Многочисленные количественные протеомики исследования по С. reinhardtii доступны, которые сравнивают определенное количество белка для анализа изменений в протеоме между экспериментальных условиях (например, изменения в протеоме из-за питательной 16-19 или светло стресса 20,21). По сравнению с теми исследований, в настоящее время, представленного подхода равные объемы образцов объединены и проанализированы. Эта установка позволяет изучить поведение миграции белков внутри градиента и, кроме того, чтобы проанализировать состав различных комплексов по отношению к исследованных штаммов.

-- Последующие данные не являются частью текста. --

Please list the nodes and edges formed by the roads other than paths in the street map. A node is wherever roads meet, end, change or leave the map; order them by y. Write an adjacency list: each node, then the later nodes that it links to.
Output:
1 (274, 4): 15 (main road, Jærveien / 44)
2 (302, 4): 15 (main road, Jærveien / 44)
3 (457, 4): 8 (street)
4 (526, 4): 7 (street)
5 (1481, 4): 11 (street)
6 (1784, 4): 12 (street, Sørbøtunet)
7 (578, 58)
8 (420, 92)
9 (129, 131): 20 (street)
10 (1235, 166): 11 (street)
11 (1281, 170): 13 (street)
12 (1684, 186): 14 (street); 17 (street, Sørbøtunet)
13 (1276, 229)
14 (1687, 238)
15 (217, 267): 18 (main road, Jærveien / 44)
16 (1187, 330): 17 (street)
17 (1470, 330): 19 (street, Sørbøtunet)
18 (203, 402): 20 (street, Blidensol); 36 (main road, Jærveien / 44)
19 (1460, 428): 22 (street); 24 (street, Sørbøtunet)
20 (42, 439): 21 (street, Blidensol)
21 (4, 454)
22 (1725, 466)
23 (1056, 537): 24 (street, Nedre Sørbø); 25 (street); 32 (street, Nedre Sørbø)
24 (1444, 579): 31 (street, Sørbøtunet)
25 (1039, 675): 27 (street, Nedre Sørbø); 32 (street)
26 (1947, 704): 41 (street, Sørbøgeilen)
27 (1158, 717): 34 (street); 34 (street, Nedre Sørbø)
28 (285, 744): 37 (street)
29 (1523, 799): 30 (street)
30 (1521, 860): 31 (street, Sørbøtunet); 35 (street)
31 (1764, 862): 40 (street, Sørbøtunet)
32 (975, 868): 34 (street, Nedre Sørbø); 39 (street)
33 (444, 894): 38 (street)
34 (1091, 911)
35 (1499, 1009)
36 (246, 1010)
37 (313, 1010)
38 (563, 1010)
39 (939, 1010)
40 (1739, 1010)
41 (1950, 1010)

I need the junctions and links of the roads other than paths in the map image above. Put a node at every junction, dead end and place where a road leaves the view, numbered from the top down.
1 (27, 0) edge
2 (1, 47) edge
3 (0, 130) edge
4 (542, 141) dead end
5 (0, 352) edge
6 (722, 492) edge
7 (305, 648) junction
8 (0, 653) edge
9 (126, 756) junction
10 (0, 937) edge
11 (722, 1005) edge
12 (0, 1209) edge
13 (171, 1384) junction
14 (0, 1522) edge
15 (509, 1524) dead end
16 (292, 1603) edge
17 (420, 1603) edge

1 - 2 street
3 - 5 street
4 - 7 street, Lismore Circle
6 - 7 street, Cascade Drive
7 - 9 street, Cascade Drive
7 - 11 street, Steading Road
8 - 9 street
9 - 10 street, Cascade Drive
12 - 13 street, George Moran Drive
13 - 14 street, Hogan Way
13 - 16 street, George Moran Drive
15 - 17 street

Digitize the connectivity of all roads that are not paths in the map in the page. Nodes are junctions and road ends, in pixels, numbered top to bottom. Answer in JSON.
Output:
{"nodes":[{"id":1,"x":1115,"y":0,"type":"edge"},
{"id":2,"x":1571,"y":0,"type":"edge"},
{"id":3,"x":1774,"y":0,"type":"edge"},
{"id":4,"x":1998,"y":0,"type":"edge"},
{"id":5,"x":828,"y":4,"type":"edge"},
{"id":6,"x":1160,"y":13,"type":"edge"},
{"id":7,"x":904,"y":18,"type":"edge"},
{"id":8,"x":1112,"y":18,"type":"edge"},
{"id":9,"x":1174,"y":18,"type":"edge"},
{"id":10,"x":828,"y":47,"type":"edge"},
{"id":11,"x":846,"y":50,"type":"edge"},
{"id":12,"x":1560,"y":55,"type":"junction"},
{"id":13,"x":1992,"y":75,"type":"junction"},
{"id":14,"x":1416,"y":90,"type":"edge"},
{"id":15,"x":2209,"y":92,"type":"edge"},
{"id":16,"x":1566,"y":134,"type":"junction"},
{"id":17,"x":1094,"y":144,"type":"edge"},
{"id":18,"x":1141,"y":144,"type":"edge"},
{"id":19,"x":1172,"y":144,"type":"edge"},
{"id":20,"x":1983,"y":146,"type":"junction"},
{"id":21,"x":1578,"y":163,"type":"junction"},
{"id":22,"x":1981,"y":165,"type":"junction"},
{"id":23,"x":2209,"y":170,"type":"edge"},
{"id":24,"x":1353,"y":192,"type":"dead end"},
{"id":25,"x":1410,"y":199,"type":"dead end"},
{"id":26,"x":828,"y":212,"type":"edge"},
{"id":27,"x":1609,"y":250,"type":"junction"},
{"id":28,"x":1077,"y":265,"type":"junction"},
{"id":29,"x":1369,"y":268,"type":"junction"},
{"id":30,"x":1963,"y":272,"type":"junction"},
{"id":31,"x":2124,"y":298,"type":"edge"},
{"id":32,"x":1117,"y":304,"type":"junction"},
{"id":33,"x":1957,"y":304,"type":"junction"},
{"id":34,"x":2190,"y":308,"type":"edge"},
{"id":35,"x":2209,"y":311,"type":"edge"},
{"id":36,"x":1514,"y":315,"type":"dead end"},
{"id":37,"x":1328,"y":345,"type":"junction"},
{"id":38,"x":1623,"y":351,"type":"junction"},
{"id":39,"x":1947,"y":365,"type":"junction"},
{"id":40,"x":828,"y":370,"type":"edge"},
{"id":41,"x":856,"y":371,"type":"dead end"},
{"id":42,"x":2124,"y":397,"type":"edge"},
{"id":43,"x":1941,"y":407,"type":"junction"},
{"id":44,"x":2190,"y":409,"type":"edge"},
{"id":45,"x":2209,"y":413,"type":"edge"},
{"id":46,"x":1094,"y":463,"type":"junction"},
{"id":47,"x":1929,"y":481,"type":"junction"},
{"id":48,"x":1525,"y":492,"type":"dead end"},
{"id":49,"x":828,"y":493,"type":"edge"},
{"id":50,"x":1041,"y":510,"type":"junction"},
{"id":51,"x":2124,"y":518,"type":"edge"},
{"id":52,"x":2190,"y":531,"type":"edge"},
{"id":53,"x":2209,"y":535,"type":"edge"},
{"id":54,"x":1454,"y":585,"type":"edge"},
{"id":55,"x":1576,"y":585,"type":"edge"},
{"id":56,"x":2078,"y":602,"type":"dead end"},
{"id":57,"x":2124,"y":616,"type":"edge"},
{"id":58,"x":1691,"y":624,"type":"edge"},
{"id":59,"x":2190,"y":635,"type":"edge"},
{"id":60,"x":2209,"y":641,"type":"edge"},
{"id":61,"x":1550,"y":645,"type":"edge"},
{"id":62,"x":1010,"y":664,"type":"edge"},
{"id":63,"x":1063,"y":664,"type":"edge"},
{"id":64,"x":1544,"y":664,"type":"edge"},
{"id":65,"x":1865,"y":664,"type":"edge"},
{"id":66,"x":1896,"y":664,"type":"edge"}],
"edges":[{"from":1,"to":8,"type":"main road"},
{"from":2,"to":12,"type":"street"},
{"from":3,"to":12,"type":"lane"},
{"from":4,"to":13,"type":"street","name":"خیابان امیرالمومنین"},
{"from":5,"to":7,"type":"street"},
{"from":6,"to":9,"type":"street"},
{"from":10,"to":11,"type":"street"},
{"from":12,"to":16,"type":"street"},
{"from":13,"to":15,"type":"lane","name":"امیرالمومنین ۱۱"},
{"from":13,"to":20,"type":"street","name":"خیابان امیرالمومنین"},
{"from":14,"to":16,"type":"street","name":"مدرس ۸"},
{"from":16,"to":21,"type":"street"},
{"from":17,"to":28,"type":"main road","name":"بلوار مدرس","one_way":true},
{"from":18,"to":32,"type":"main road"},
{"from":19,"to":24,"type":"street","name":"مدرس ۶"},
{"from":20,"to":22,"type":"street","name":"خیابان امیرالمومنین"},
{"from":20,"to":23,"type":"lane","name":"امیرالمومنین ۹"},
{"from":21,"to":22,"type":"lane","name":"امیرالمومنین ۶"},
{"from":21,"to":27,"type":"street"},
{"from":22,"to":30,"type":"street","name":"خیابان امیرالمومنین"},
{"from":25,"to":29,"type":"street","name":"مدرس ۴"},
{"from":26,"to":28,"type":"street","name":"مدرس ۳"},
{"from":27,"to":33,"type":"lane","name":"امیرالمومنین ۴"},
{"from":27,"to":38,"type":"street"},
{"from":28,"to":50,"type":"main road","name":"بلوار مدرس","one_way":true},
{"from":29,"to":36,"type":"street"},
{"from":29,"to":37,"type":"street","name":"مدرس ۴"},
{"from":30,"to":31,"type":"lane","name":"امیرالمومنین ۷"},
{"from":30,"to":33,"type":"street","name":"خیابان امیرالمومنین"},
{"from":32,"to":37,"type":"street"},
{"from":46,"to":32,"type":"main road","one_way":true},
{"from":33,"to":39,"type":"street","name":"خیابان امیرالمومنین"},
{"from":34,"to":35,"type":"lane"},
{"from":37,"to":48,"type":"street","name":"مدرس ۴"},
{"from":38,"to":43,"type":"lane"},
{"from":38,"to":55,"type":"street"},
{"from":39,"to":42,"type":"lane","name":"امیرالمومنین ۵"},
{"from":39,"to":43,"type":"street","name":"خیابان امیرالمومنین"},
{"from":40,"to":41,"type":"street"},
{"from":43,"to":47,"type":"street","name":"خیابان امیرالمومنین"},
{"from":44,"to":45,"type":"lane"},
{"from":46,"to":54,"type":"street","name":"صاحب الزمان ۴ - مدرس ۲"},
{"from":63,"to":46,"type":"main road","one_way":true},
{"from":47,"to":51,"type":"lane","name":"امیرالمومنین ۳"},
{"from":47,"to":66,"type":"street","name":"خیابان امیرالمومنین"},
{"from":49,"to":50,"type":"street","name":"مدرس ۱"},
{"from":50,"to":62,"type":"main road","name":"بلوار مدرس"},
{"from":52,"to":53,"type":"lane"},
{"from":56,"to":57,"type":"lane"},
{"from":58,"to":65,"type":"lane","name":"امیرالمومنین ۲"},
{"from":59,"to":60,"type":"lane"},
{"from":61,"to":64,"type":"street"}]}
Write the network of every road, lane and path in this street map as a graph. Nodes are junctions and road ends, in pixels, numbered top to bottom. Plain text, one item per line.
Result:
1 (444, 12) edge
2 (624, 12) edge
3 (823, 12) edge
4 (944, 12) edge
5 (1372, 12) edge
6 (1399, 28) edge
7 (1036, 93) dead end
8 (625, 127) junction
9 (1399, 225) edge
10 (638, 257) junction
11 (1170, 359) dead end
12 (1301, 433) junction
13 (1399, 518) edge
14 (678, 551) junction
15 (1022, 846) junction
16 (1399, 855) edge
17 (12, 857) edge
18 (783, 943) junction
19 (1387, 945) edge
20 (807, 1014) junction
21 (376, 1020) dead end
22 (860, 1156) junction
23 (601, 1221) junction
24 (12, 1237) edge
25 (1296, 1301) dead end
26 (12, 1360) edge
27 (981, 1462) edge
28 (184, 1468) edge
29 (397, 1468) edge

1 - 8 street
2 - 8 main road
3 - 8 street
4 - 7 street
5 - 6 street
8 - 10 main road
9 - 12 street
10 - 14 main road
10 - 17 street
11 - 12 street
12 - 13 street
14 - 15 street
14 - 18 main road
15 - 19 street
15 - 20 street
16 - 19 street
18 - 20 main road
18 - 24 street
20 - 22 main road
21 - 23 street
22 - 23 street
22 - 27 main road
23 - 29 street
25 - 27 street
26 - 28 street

Этот метод будет объясняется главным образом сосредоточиться на трех белков: Первым кандидатом является кальций белка датчик CAS хлоропластов локализованные, который был показан принять участие в фото-акклиматизации в С. reinhardtii 22. Кальций считается важным сигналомING ион для путей, которые активируются в силу различных биотических и абиотических стрессов, наконец, приводит к изменениям в экспрессии генов и клеточной физиологии 23, и было предложено, что хлоропласты могут способствовать сотовой Са 2 + сигналов посредством белка CAS 22,24,25. Второй белок ANR1 (анаэробная реакция 1 6), белок, который был показан быть вызван в бескислородных условиях выращивания в С. reinhardtii 26. В частности, CAS а также ANR1 были идентифицированы как субъединиц CEF-суперсложные и кроме того, с помощью обратного генетические подходы, было показано, что оба белка способствовать функционально CEF в естественных условиях 6, поддерживая их роли в качестве функциональных субъединиц этого белкового комплекса. Третий белок тилакоидной белок PGR5-Как 1 (PGRL1), который был показан принять участие в CEF в хламидомонады 4,27, а также в Arabidopsis 5,28 и был также идентификаторentified в работе Иваи и соавт. 7
Этот подход будет представлен, показывающий результаты двух разных экспериментов: дикого типа (WT) по сравнению с (по сравнению) штамм ΔPSI 29, демонстрируя делецию гена psab, кодирующую существенной фотосистемы I-субъединицы, которая также является частью CEF-сверхсложные и WT против pgrl1 нокаут нагрузку 4. Для каждого из этих экспериментов количественный состав CEF-суперсложные между 15 и N-14 N-меченого штамм был по сравнению.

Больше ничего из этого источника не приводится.